HomeEtherumFinding and Preventing Vulnerabilities in C Programming: A Guide to Building Robust...

Finding and Preventing Vulnerabilities in C Programming: A Guide to Building Robust Code

Published on

For EIP-4844, Ethereum clients need the ability to compute and verify KZG commitments. Rather than each client rolling their own crypto, researchers and developers came together to write c-kzg-4844, a relatively small C library with bindings for higher-level languages. The idea was to create a robust and efficient cryptographic library that all clients could use.

The Protocol Security Research team at the Ethereum Foundation had the opportunity to review and improve this library. This blog post will discuss some things we do to make C projects more secure.

Fuzz
Fuzzing is a dynamic code testing technique that involves providing random inputs to discover bugs in a program. LibFuzzer and afl++ are two popular fuzzing frameworks for C projects. They are both in-process, coverage-guided, evolutionary fuzzing engines. For c-kzg-4844, we used LibFuzzer since we were already well-integrated with LLVM project’s other offerings.

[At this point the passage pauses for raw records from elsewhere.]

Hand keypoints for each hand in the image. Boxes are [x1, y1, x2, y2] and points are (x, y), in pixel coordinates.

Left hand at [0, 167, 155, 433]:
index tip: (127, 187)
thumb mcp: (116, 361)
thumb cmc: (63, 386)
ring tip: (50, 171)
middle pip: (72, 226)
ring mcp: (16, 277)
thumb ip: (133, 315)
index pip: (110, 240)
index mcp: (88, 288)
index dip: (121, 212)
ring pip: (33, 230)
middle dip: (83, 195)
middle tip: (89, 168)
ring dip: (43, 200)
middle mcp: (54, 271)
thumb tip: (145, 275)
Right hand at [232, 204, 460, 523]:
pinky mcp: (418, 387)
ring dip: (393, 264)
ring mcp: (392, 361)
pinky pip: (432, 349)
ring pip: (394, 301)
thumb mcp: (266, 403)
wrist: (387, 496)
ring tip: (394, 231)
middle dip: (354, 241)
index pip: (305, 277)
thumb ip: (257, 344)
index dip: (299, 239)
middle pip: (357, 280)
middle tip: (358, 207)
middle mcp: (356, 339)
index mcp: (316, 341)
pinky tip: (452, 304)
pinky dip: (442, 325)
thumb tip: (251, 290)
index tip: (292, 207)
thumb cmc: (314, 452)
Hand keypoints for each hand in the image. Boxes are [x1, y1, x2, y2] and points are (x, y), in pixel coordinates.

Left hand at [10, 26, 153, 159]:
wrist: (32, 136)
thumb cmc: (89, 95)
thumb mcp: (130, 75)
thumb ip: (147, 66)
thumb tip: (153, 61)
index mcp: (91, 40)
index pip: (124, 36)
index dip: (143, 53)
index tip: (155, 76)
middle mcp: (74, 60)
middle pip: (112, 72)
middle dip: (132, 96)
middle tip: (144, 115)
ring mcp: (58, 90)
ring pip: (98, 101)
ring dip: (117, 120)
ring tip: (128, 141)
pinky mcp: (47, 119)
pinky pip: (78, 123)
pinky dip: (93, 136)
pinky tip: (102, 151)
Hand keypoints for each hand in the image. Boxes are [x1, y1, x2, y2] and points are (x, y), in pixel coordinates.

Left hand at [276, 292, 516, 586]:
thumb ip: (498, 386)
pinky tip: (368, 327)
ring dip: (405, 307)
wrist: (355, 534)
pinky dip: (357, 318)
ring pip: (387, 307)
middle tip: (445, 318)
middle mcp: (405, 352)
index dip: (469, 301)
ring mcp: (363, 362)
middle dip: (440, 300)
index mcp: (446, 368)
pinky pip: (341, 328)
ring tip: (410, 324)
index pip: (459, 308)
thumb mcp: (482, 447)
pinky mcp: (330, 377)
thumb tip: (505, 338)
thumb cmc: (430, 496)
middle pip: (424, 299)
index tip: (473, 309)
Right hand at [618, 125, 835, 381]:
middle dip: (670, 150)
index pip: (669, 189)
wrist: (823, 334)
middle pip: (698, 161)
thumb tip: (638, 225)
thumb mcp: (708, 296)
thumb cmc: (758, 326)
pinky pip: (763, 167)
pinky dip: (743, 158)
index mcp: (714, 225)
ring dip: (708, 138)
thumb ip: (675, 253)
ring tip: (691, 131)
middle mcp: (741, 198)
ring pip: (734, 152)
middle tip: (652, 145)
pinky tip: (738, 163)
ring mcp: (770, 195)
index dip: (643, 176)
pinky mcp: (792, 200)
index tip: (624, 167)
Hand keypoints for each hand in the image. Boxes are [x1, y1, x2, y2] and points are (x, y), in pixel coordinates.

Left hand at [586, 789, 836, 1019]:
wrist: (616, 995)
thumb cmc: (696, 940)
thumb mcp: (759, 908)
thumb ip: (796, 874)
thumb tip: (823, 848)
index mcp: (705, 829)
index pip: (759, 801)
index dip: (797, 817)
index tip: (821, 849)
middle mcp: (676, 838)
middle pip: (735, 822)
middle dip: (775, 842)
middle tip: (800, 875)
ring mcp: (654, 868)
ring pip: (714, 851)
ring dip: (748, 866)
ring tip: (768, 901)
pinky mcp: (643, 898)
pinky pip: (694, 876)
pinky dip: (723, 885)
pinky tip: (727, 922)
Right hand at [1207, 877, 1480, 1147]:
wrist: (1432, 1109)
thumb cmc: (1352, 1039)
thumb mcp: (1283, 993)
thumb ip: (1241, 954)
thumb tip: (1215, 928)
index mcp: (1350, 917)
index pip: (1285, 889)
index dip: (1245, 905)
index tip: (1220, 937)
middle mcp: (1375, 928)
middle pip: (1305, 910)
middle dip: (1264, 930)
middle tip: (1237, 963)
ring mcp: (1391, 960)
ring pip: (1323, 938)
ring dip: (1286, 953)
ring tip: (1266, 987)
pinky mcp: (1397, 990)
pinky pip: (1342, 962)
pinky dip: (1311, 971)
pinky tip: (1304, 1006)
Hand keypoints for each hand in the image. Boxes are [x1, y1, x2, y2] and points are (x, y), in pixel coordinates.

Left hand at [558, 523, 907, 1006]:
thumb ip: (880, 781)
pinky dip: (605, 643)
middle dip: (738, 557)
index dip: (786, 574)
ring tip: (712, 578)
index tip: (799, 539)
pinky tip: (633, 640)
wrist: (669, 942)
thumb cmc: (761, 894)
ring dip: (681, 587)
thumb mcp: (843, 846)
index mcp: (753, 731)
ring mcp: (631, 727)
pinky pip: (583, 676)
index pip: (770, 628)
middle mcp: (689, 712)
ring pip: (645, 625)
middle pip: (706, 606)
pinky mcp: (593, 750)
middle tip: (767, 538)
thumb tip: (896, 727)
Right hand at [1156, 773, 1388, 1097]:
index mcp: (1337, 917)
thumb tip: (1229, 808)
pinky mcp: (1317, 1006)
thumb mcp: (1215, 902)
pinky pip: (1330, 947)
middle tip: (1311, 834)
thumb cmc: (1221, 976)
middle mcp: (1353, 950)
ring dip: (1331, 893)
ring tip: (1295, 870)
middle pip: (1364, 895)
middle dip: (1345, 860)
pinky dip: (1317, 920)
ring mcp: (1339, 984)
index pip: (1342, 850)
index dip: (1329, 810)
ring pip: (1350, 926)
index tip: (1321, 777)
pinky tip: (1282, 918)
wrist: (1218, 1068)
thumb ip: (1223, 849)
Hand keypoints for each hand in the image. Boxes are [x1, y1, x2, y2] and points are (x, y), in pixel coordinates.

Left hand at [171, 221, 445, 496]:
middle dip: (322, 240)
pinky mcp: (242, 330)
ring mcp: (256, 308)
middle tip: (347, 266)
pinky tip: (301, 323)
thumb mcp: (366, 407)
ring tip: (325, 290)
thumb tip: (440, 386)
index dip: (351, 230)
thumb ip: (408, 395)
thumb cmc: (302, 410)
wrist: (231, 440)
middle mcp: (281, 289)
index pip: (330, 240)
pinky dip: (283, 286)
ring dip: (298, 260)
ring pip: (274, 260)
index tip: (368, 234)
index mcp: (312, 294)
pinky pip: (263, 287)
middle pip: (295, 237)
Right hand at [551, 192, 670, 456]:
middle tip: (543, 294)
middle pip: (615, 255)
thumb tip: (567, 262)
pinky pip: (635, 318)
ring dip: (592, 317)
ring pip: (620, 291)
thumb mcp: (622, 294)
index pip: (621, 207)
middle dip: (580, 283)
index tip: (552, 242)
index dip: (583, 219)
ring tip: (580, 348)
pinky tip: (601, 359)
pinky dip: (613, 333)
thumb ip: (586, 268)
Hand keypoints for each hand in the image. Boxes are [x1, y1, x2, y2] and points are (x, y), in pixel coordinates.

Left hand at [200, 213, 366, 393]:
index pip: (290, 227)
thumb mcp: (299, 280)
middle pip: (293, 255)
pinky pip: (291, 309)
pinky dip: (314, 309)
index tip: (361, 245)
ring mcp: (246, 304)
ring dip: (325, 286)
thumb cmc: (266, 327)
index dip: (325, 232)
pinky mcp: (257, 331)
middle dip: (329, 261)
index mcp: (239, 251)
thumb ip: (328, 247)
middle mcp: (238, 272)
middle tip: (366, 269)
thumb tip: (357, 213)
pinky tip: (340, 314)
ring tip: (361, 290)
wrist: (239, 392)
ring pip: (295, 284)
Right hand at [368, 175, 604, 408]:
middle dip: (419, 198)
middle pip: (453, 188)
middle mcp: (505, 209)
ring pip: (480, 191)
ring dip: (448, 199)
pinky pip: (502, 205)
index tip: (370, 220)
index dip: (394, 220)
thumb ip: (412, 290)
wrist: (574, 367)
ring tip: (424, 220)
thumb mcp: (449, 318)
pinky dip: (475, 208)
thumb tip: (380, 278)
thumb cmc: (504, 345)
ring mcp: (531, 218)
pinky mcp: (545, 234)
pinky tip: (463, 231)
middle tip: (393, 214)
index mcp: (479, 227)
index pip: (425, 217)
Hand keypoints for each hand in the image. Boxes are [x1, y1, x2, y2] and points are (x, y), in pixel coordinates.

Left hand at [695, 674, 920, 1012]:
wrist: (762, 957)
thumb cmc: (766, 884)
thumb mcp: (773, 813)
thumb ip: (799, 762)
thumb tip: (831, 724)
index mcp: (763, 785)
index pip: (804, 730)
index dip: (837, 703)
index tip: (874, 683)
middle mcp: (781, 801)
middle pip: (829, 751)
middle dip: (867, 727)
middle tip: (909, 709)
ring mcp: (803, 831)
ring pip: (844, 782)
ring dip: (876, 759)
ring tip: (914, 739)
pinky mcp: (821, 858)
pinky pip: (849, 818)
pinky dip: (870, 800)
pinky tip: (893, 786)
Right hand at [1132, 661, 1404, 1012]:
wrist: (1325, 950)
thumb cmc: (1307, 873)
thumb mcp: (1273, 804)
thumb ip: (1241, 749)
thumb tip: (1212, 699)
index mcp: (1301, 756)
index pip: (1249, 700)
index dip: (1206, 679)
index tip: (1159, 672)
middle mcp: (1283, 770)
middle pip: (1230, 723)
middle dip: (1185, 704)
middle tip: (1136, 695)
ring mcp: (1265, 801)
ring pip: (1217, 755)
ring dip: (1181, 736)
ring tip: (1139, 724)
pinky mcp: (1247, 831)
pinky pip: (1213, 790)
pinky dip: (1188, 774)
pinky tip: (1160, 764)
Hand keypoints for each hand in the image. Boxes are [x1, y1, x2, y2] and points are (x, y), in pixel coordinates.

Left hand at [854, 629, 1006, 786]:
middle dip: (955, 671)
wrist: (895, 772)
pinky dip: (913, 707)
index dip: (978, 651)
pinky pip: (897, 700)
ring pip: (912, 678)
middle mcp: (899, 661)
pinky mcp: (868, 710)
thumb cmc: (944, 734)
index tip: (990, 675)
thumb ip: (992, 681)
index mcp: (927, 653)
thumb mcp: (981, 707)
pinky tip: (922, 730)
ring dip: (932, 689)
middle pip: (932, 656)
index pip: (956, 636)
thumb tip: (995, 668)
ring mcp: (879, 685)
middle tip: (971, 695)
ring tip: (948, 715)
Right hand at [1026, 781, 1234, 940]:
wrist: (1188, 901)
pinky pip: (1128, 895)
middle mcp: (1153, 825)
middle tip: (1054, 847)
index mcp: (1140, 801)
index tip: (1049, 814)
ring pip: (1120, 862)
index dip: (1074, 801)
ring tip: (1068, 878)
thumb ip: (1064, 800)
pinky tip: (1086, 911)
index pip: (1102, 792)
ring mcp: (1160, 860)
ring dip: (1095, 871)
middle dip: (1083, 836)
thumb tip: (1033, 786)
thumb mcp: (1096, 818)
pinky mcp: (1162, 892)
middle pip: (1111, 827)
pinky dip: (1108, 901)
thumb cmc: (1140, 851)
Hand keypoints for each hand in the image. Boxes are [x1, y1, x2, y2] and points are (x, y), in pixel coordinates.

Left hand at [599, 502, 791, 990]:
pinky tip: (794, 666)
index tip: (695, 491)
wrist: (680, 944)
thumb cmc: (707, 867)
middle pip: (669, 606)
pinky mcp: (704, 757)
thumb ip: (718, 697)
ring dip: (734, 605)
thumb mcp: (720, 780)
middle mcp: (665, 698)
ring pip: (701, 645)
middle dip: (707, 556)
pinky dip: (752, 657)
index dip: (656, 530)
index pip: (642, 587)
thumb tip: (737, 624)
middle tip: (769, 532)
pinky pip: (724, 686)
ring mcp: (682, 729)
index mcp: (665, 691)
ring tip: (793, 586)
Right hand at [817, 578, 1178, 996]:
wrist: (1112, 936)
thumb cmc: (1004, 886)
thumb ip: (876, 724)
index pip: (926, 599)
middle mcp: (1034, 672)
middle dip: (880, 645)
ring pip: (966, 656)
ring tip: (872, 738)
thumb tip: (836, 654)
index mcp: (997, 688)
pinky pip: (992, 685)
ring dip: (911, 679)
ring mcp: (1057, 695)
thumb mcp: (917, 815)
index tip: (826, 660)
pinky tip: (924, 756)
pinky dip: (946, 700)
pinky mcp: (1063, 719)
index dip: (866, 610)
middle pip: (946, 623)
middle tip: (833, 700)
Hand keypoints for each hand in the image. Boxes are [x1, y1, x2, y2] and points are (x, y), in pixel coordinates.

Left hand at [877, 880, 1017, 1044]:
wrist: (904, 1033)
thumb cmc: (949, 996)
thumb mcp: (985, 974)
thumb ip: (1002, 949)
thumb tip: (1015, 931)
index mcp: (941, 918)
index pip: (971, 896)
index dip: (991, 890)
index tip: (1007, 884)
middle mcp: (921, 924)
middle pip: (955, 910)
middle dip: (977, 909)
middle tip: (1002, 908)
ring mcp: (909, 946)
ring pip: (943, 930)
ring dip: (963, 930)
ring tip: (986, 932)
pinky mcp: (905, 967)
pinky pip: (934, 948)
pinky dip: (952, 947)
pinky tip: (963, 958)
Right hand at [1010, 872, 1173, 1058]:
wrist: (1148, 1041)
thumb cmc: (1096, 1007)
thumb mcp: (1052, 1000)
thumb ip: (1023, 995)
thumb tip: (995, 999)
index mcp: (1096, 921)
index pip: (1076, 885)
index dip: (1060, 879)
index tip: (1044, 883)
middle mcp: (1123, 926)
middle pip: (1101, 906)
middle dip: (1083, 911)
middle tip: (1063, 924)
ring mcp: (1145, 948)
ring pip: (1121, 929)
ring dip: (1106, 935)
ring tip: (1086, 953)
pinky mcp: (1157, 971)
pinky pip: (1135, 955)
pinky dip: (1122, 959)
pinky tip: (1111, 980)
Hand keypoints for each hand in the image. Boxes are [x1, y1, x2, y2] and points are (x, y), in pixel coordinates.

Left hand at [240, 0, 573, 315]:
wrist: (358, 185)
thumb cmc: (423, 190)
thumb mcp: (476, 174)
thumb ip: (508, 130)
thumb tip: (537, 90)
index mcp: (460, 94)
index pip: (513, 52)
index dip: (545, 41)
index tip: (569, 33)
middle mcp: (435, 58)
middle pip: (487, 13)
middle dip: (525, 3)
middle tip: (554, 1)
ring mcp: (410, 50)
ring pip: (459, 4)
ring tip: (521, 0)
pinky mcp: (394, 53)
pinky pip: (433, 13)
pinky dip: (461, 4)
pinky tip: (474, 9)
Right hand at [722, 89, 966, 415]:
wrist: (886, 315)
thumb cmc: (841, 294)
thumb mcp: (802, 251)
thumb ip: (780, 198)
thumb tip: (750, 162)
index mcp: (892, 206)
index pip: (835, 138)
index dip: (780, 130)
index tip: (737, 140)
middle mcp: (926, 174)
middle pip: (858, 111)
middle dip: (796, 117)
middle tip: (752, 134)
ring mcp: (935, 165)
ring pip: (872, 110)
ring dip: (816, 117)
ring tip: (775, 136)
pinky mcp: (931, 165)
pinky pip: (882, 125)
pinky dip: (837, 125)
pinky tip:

Here’s the fuzzer for verify_kzg_proof, one of c-kzg-4844’s functions:

“`
#include “../base_fuzz.h”
static const size_t COMMITMENT_OFFSET = 0;
static const size_t Z_OFFSET = COMMITMENT_OFFSET + BYTES_PER_COMMITMENT;
static const size_t Y_OFFSET = Z_OFFSET + BYTES_PER_FIELD_ELEMENT;
static const size_t PROOF_OFFSET = Y_OFFSET + BYTES_PER_FIELD_ELEMENT;
static const size_t INPUT_SIZE = PROOF_OFFSET + BYTES_PER_PROOF;

int LLVMFuzzerTestOneInput(const uint8_t* data, size_t size) {
initialize();
if (size == INPUT_SIZE) {
bool ok;
verify_kzg_proof(
&ok,
(const Bytes48 *)(data + COMMITMENT_OFFSET),
(const Bytes32 *)(data + Z_OFFSET),
(const Bytes32 *)(data + Y_OFFSET),
(const Bytes48 *)(data + PROOF_OFFSET),
&s
);
}
return 0;
}
“`

When executed, this is what the output looks like. If there were a problem, it would write the input to disk and stop executing. Ideally, you should be able to reproduce the problem.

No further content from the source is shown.